Dann endlich Algeciras. Fährticket, Kaffee, der nach Schiffsdiesel schmeckt, und ein letzter Blick auf Europa. Marokko ruft. Vier Wochen später könnte ich tot, verhaftet oder erleuchtet sein – wahrscheinlich eine Mischung aus allem.
Ankunft in Tanger Med – Fragen nach Drogen, Waffen und Drohnen
Tanger Med. Die Grenzbeamten starren mich an, als wäre ich die Reinkarnation eines gesuchten Warlords. Keine Drogen, keine Waffen, keine Drohnen – was für eine Enttäuschung. Dann winken sie uns durch, als ob sie plötzlich keine Lust mehr hätten. Willkommen in Marokko.
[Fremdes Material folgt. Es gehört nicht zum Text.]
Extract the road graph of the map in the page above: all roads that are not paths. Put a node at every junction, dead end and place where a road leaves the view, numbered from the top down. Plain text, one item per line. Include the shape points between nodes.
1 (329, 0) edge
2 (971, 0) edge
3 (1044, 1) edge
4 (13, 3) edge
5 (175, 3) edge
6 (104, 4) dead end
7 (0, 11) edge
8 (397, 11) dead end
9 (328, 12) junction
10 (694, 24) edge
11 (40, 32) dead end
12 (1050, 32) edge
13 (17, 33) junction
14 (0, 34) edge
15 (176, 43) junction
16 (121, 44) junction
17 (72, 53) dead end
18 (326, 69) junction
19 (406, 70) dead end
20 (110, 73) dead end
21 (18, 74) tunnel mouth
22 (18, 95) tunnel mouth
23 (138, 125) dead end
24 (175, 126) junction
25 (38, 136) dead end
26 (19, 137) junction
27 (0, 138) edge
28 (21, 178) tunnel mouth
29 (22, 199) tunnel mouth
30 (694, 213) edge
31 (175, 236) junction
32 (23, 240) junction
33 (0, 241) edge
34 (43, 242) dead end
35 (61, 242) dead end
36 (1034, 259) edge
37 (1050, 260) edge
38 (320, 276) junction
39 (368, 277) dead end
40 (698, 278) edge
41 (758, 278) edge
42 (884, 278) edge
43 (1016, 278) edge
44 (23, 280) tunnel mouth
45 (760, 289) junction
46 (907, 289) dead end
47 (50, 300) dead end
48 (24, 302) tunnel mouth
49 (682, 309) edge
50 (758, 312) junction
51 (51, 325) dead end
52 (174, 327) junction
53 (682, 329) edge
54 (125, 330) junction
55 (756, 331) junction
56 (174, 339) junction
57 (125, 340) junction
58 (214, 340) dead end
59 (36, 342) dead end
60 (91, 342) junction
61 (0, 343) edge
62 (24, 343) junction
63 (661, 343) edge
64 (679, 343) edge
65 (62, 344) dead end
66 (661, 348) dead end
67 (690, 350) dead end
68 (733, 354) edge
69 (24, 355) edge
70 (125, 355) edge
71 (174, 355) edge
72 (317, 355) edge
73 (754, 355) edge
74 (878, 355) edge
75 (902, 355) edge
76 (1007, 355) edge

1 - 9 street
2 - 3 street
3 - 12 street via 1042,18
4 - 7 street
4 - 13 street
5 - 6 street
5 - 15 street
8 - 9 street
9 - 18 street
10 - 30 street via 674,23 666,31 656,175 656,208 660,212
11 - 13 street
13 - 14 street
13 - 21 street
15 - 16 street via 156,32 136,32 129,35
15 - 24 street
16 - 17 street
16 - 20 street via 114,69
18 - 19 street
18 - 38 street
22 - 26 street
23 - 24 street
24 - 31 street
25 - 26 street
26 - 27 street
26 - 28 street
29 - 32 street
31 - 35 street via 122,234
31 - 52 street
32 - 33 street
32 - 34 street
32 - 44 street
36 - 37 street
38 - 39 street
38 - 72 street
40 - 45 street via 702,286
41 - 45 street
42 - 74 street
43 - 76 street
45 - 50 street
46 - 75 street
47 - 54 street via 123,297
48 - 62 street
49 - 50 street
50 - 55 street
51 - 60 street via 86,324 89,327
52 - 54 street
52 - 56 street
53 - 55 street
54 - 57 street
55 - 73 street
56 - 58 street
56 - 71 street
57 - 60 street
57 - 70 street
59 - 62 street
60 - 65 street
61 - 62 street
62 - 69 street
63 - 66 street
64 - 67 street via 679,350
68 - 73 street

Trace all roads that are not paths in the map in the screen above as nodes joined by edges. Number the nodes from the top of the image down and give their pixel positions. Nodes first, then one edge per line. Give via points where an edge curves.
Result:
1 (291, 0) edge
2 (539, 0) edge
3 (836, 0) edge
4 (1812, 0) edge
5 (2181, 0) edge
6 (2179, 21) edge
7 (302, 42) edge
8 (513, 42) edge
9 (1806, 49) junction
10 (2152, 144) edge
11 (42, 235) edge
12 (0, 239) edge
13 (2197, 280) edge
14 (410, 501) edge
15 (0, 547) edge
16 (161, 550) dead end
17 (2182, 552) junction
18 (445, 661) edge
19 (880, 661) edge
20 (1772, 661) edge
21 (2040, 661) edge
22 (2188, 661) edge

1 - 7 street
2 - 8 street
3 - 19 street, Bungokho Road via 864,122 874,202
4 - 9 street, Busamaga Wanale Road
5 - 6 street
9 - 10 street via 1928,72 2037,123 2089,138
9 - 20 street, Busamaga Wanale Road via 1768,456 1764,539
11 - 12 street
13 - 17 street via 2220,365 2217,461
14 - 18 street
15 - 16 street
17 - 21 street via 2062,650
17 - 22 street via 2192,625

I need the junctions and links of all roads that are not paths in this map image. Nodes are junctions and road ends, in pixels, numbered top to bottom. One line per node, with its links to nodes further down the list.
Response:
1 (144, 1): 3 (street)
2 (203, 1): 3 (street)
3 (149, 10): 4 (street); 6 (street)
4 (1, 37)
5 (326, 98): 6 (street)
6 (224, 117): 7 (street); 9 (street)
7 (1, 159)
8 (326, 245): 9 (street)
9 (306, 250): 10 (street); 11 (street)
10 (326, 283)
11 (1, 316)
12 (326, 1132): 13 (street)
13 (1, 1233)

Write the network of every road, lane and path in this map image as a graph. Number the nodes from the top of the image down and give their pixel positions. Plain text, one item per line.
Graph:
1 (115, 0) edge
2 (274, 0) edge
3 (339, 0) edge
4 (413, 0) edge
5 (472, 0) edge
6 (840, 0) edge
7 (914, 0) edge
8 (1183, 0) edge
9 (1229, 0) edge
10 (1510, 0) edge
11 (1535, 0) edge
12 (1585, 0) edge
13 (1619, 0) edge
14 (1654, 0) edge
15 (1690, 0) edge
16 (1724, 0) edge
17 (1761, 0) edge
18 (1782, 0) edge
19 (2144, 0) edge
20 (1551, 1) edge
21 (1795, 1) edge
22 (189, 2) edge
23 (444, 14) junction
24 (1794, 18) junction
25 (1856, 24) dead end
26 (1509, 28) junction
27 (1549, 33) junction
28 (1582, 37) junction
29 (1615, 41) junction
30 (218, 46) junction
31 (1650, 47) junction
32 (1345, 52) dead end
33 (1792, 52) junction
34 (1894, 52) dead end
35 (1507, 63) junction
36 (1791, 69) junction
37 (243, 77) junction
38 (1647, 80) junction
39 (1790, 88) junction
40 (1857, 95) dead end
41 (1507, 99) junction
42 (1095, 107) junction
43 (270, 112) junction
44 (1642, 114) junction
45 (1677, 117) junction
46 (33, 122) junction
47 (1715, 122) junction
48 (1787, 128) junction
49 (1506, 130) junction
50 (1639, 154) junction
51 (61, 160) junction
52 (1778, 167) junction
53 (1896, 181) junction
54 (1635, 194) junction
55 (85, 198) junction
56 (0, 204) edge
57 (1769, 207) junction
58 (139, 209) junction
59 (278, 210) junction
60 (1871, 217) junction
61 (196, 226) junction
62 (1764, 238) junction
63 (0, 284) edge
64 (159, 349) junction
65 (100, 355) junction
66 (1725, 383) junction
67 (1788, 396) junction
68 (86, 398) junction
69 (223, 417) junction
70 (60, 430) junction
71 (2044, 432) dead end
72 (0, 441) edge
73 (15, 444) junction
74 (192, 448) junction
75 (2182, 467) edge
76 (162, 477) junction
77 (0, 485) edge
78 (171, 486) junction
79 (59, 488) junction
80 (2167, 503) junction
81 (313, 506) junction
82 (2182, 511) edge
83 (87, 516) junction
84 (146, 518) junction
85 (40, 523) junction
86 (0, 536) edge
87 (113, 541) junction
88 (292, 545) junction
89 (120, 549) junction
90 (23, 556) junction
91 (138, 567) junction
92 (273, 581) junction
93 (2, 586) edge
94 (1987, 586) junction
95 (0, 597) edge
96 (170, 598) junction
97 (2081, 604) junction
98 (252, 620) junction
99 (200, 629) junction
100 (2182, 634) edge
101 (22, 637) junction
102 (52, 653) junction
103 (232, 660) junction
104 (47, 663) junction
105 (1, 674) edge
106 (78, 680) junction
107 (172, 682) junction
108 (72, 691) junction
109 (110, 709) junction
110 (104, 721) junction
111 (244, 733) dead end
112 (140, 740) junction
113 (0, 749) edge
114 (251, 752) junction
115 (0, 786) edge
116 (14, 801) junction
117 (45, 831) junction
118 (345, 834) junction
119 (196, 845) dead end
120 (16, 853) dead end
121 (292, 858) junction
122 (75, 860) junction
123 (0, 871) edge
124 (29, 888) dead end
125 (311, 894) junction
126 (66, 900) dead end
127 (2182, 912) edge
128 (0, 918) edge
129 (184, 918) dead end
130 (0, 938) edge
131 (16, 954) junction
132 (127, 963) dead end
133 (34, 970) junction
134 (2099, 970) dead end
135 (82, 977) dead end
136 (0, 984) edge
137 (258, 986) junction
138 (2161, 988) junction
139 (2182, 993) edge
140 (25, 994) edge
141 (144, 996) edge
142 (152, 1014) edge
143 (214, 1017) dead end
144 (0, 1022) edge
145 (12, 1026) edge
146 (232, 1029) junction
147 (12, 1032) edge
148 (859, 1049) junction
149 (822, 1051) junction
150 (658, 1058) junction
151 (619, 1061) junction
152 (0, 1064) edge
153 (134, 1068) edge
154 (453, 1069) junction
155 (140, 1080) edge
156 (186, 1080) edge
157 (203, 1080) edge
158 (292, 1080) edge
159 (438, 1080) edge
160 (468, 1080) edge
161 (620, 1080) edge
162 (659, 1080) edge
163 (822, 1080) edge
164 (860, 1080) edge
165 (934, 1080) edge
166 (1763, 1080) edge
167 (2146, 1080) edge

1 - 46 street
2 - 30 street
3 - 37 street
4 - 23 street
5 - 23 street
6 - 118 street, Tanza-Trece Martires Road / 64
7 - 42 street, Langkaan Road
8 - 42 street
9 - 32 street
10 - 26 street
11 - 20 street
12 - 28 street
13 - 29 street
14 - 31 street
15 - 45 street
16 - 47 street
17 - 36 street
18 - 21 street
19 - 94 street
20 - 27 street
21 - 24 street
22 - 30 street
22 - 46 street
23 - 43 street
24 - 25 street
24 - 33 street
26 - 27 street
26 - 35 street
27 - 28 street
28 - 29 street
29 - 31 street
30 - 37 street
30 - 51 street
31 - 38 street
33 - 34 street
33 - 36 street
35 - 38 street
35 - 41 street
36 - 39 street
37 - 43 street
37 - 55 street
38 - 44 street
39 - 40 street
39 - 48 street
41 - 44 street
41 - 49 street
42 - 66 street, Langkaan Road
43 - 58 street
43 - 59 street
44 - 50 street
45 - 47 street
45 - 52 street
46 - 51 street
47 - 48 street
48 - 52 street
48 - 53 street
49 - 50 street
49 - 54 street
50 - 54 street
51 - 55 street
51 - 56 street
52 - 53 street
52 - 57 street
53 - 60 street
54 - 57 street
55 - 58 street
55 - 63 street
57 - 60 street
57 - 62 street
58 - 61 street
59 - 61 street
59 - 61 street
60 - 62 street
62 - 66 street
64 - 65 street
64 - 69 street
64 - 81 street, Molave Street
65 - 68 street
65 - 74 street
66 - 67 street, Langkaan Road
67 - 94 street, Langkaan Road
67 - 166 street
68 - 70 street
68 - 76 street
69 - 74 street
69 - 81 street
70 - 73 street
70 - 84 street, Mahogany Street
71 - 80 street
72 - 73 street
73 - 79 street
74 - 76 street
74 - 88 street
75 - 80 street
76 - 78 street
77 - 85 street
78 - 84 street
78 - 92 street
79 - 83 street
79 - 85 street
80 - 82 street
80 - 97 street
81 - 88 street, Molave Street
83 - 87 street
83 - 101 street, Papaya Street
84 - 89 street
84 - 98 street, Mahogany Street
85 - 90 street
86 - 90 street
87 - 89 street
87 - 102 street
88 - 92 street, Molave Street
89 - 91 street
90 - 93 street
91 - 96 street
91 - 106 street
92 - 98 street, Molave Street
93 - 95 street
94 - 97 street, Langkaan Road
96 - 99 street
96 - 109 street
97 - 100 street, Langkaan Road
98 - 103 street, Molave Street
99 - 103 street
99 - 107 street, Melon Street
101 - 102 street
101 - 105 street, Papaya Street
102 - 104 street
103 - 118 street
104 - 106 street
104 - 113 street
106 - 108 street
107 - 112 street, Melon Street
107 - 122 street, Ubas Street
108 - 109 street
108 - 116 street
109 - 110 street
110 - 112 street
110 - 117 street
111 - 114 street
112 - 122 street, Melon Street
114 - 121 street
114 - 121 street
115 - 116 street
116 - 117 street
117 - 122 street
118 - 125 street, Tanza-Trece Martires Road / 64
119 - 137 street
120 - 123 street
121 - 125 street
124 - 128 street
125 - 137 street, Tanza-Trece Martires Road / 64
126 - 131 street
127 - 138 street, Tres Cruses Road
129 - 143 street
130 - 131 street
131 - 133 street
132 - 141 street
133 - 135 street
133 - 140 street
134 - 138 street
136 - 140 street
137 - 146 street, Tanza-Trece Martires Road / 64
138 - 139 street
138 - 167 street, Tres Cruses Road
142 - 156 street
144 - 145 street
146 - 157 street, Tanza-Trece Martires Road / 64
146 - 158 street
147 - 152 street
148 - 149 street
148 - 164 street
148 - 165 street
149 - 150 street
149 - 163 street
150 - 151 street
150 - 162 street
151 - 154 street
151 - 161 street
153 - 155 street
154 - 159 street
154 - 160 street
Der erste richtige Halt: Lac de Tislit in den Bergen bei Imilchil. Eine Gegend, die aussieht, als hätte ein betrunkener Gott sie entworfen – schroffe Berge, frostige Nächte, ein paar verirrte Ziegen. Die Zwillingsseen, angeblich entstanden aus den Tränen eines unglücklich verliebten Berberpaars. Romantisch, wenn man auf herzzerreißende Geschichten steht. Ich war mehr damit beschäftigt, einem gestrandeten Tiroler Flip-Flop-Träger aus dem Schlamm und der Scheiße zu helfen, der offenbar dachte, er sei auf Ibiza.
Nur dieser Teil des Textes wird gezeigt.